Excerpts from a dataset

# # # #

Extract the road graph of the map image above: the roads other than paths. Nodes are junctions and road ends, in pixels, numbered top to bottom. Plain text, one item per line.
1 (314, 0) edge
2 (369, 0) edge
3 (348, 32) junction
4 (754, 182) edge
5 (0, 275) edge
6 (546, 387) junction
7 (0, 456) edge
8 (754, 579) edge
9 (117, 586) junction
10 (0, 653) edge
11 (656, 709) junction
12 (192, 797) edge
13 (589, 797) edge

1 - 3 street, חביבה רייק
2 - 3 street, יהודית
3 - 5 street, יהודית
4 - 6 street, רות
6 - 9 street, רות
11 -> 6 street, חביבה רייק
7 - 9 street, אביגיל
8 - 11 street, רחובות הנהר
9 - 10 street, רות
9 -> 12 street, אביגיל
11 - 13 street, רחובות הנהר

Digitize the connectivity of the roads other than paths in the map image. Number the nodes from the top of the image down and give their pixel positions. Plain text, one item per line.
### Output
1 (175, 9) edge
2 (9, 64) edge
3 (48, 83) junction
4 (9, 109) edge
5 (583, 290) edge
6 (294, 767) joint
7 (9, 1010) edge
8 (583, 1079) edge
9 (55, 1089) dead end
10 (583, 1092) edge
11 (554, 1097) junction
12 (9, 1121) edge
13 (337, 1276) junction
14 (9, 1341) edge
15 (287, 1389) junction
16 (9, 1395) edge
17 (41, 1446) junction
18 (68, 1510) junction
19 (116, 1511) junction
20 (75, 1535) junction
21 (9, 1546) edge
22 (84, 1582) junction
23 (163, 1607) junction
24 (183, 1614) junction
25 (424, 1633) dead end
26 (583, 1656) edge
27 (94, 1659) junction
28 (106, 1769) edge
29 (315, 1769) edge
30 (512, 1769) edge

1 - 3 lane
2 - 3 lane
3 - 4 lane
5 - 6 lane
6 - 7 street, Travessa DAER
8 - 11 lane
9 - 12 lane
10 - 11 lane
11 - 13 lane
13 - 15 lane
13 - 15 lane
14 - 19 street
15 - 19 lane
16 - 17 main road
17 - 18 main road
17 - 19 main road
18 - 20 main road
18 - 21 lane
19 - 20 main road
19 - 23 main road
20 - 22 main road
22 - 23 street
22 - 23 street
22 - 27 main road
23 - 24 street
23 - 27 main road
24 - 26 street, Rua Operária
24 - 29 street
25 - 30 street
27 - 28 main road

# # # #

# WORK INSTRUCTION
All records above are to be output again exactly as they stand.

# ANSWER SECTION
Extract the road graph of the map image above: the roads other than paths. Nodes are junctions and road ends, in pixels, numbered top to bottom. Plain text, one item per line.
1 (314, 0) edge
2 (369, 0) edge
3 (348, 32) junction
4 (754, 182) edge
5 (0, 275) edge
6 (546, 387) junction
7 (0, 456) edge
8 (754, 579) edge
9 (117, 586) junction
10 (0, 653) edge
11 (656, 709) junction
12 (192, 797) edge
13 (589, 797) edge

1 - 3 street, חביבה רייק
2 - 3 street, יהודית
3 - 5 street, יהודית
4 - 6 street, רות
6 - 9 street, רות
11 -> 6 street, חביבה רייק
7 - 9 street, אביגיל
8 - 11 street, רחובות הנהר
9 - 10 street, רות
9 -> 12 street, אביגיל
11 - 13 street, רחובות הנהר

Digitize the connectivity of the roads other than paths in the map image. Number the nodes from the top of the image down and give their pixel positions. Plain text, one item per line.
### Output
1 (175, 9) edge
2 (9, 64) edge
3 (48, 83) junction
4 (9, 109) edge
5 (583, 290) edge
6 (294, 767) joint
7 (9, 1010) edge
8 (583, 1079) edge
9 (55, 1089) dead end
10 (583, 1092) edge
11 (554, 1097) junction
12 (9, 1121) edge
13 (337, 1276) junction
14 (9, 1341) edge
15 (287, 1389) junction
16 (9, 1395) edge
17 (41, 1446) junction
18 (68, 1510) junction
19 (116, 1511) junction
20 (75, 1535) junction
21 (9, 1546) edge
22 (84, 1582) junction
23 (163, 1607) junction
24 (183, 1614) junction
25 (424, 1633) dead end
26 (583, 1656) edge
27 (94, 1659) junction
28 (106, 1769) edge
29 (315, 1769) edge
30 (512, 1769) edge

1 - 3 lane
2 - 3 lane
3 - 4 lane
5 - 6 lane
6 - 7 street, Travessa DAER
8 - 11 lane
9 - 12 lane
10 - 11 lane
11 - 13 lane
13 - 15 lane
13 - 15 lane
14 - 19 street
15 - 19 lane
16 - 17 main road
17 - 18 main road
17 - 19 main road
18 - 20 main road
18 - 21 lane
19 - 20 main road
19 - 23 main road
20 - 22 main road
22 - 23 street
22 - 23 street
22 - 27 main road
23 - 24 street
23 - 27 main road
24 - 26 street, Rua Operária
24 - 29 street
25 - 30 street
27 - 28 main road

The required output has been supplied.